Church bells in the wilderness

Transporting church bells to Red River (modern day Winnipeg) was one of the most difficult tasks of the York boat brigades that made the arduous seven-week voyage from Hudson Bay. When the cathedral of St. Boniface burnt down in 1860, not only did residents lose the familiar sight of their beloved church, but they lost one of the community’s central auditory features – the sound of its bells. No longer could the chimes bring people together on Sundays or for important events. With enormous effort, the metal from the melted bells was sent aboard York boats and shipped to Europe for re-casting. While no stories (to my knowledge) survive from this long and difficult journey, the new bells eventually returned and were hung in the second cathedral, to the great relief of Bishop Taché and those living in St. Boniface.  

 

We have a curious oral history about when the bells of St. Andrew’s church made this same voyage from York Factory to Red River.
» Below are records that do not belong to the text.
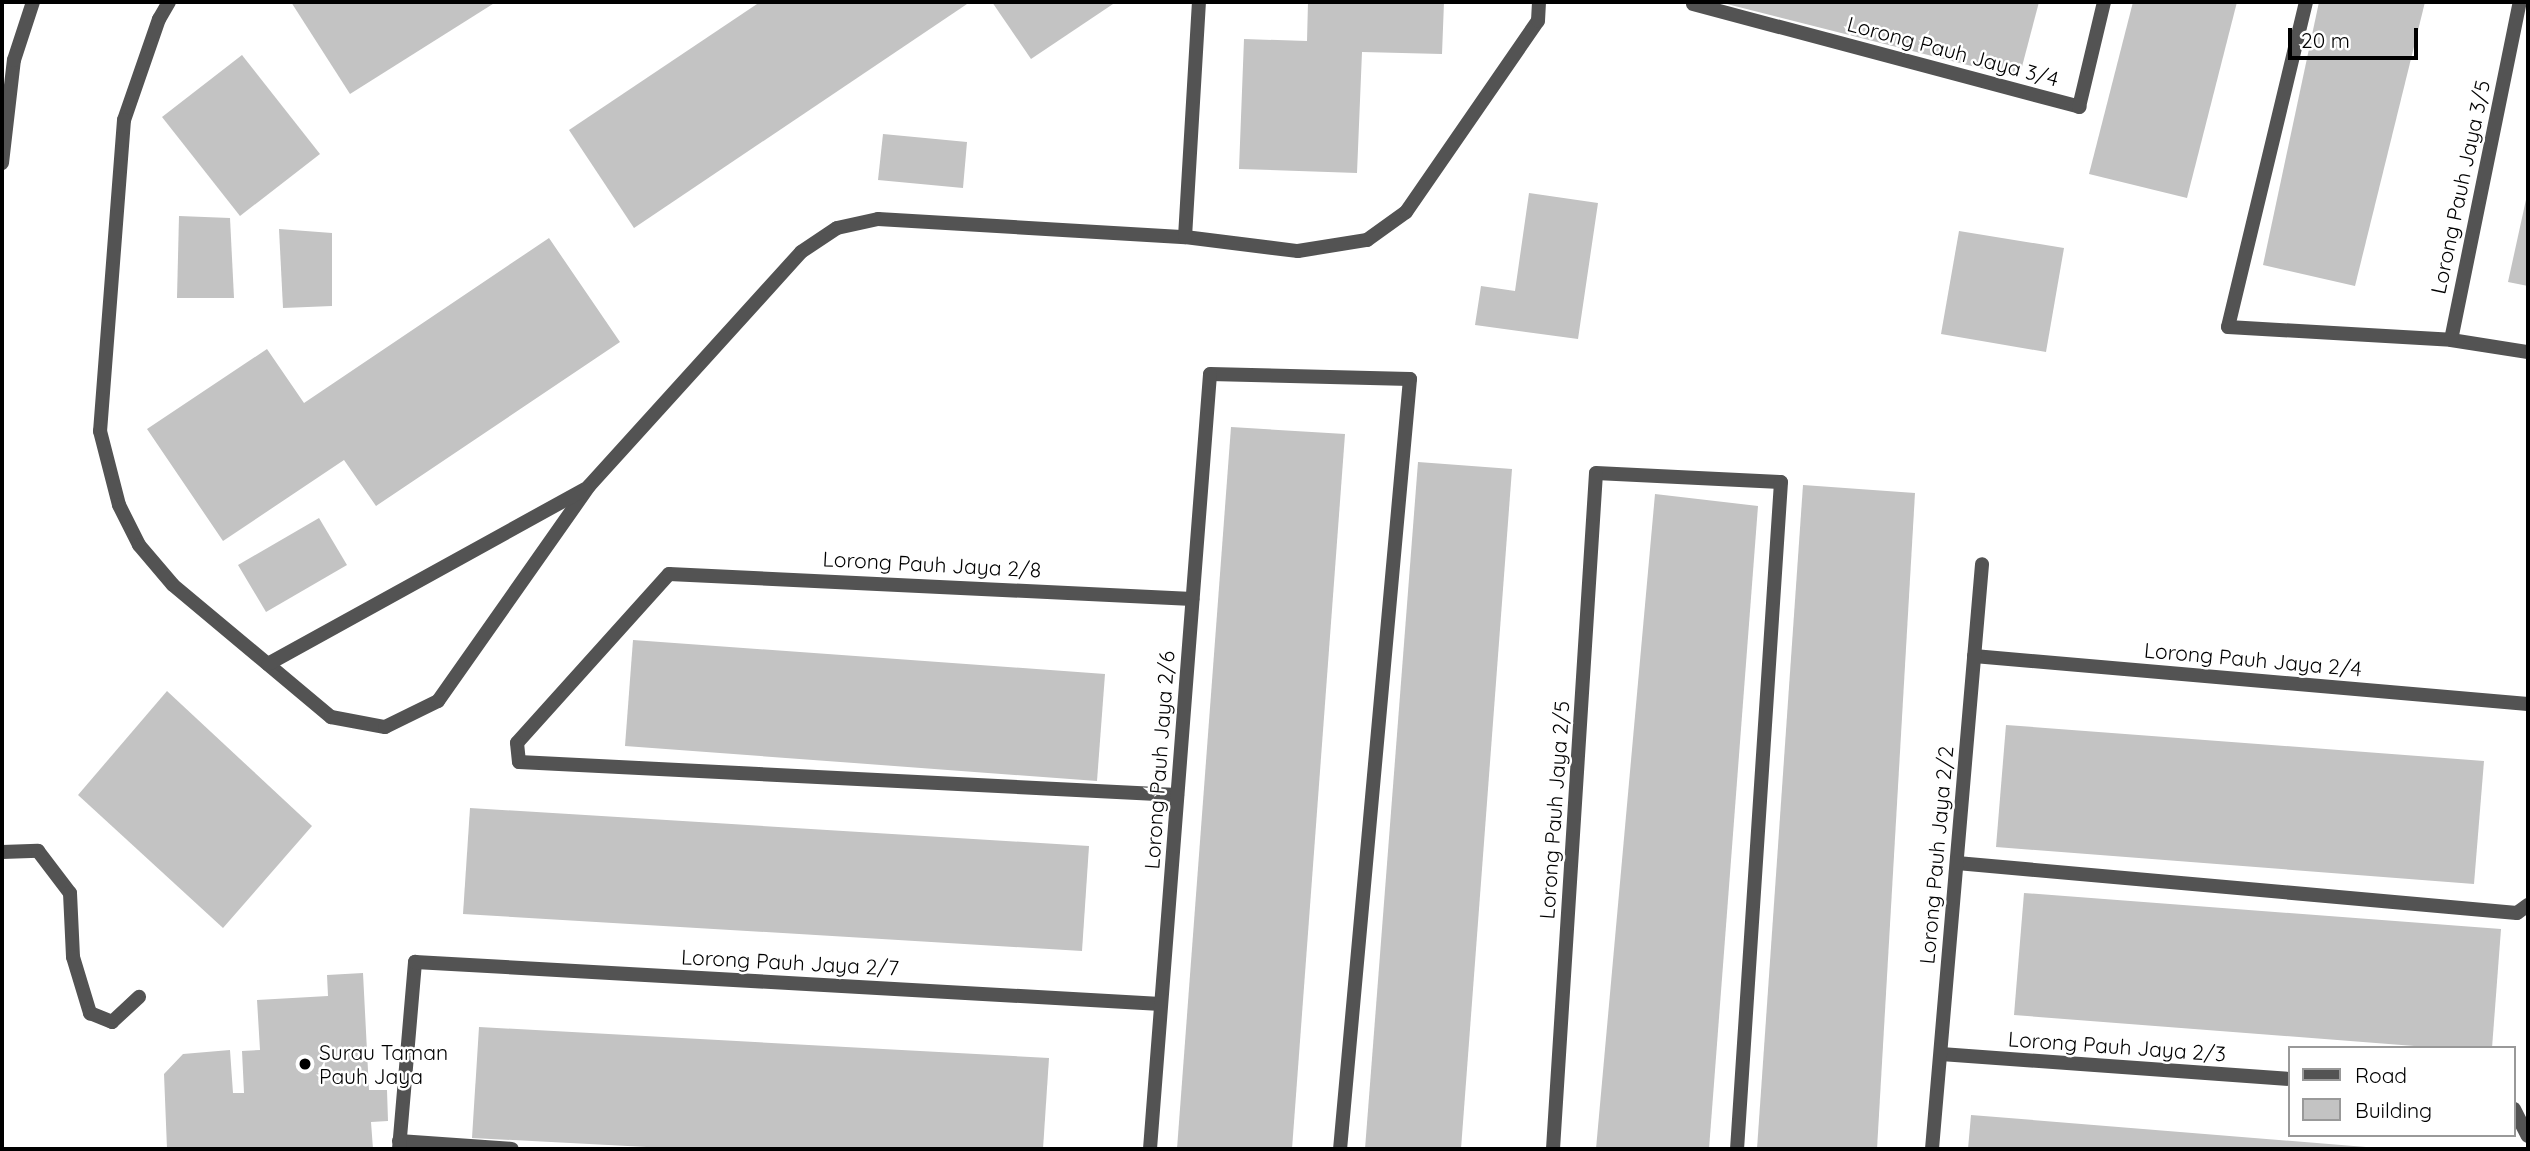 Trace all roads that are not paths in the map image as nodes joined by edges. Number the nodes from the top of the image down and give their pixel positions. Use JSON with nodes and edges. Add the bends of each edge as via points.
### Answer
{"nodes":[{"id":1,"x":33,"y":2,"type":"edge"},
{"id":2,"x":169,"y":2,"type":"edge"},
{"id":3,"x":1199,"y":2,"type":"edge"},
{"id":4,"x":1539,"y":2,"type":"edge"},
{"id":5,"x":2104,"y":2,"type":"edge"},
{"id":6,"x":2306,"y":2,"type":"edge"},
{"id":7,"x":2520,"y":2,"type":"edge"},
{"id":8,"x":1693,"y":4,"type":"dead end"},
{"id":9,"x":2,"y":163,"type":"edge"},
{"id":10,"x":1185,"y":237,"type":"junction"},
{"id":11,"x":2451,"y":340,"type":"junction"},
{"id":12,"x":2528,"y":352,"type":"edge"},
{"id":13,"x":589,"y":486,"type":"junction"},
{"id":14,"x":1982,"y":564,"type":"dead end"},
{"id":15,"x":1192,"y":599,"type":"junction"},
{"id":16,"x":1974,"y":656,"type":"junction"},
{"id":17,"x":268,"y":664,"type":"junction"},
{"id":18,"x":2528,"y":704,"type":"edge"},
{"id":19,"x":1177,"y":795,"type":"junction"},
{"id":20,"x":2,"y":852,"type":"edge"},
{"id":21,"x":1957,"y":863,"type":"junction"},
{"id":22,"x":2528,"y":905,"type":"edge"},
{"id":23,"x":139,"y":998,"type":"dead end"},
{"id":24,"x":1161,"y":1004,"type":"junction"},
{"id":25,"x":1941,"y":1054,"type":"junction"},
{"id":26,"x":2288,"y":1079,"type":"edge"},
{"id":27,"x":2516,"y":1113,"type":"edge"},
{"id":28,"x":2528,"y":1136,"type":"edge"},
{"id":29,"x":399,"y":1145,"type":"edge"},
{"id":30,"x":512,"y":1149,"type":"edge"},
{"id":31,"x":1150,"y":1149,"type":"edge"},
{"id":32,"x":1340,"y":1149,"type":"edge"},
{"id":33,"x":1553,"y":1149,"type":"edge"},
{"id":34,"x":1737,"y":1149,"type":"edge"},
{"id":35,"x":1933,"y":1149,"type":"edge"}],
"edges":[{"from":1,"to":9,"type":"street","via":[[14,60]]},
{"from":2,"to":17,"type":"street","via":[[124,120],[100,431],[119,505],[139,545],[173,585]]},
{"from":3,"to":10,"type":"street"},
{"from":4,"to":10,"type":"street","via":[[1538,22],[1406,212],[1367,240],[1298,251]]},
{"from":5,"to":8,"type":"street","name":"Lorong Pauh Jaya 3/4","via":[[2080,107]]},
{"from":6,"to":11,"type":"street","via":[[2228,327]]},
{"from":7,"to":11,"type":"street","name":"Lorong Pauh Jaya 3/5"},
{"from":10,"to":13,"type":"street","via":[[878,219],[837,228],[802,252]]},
{"from":11,"to":12,"type":"street"},
{"from":13,"to":17,"type":"street"},
{"from":13,"to":17,"type":"street","via":[[438,701],[386,727],[331,717]]},
{"from":14,"to":16,"type":"street","name":"Lorong Pauh Jaya 2/2"},
{"from":15,"to":19,"type":"street","name":"Lorong Pauh Jaya 2/6"},
{"from":15,"to":19,"type":"street","name":"Lorong Pauh Jaya 2/8","via":[[669,574],[517,743],[519,762]]},
{"from":15,"to":32,"type":"street","name":"Lorong Pauh Jaya 2/6","via":[[1210,374],[1410,379]]},
{"from":16,"to":18,"type":"street","name":"Lorong Pauh Jaya 2/4"},
{"from":16,"to":21,"type":"street","name":"Lorong Pauh Jaya 2/2"},
{"from":19,"to":24,"type":"street","name":"Lorong Pauh Jaya 2/6"},
{"from":20,"to":23,"type":"street","via":[[38,851],[70,892],[73,957],[90,1013],[112,1022]]},
{"from":21,"to":22,"type":"street","via":[[2517,913]]},
{"from":21,"to":25,"type":"street","name":"Lorong Pauh Jaya 2/2"},
{"from":24,"to":29,"type":"street","name":"Lorong Pauh Jaya 2/7","via":[[415,962]]},
{"from":24,"to":31,"type":"street","name":"Lorong Pauh Jaya 2/6"},
{"from":25,"to":26,"type":"street","name":"Lorong Pauh Jaya 2/3"},
{"from":25,"to":35,"type":"street","name":"Lorong Pauh Jaya 2/2"},
{"from":27,"to":28,"type":"street"},
{"from":29,"to":30,"type":"street"},
{"from":33,"to":34,"type":"street","name":"Lorong Pauh Jaya 2/5","via":[[1597,473],[1781,482]]}]}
On the first portage, the boatmen hung the bells in trees and rung them in honour of the occasion. One of the boatmen climbed the highest tree and trimmed it into a lob-stick, cutting its lower branches and leaving a tuft on top as a visual marker to commemorate this passage and place where the bells were rung. What was the symbolism and meaning for the men who controlled the bells, or for those who heard the sound-symbols of city and church in the forest? The “regale” of rum that concluded the ceremony may not have been approved by ecclesiastical authorities, yet the customs of the fur trade were largely outside of their purview as the boatmen of the Hudson’s Bay Company carried the church bells through the wilderness.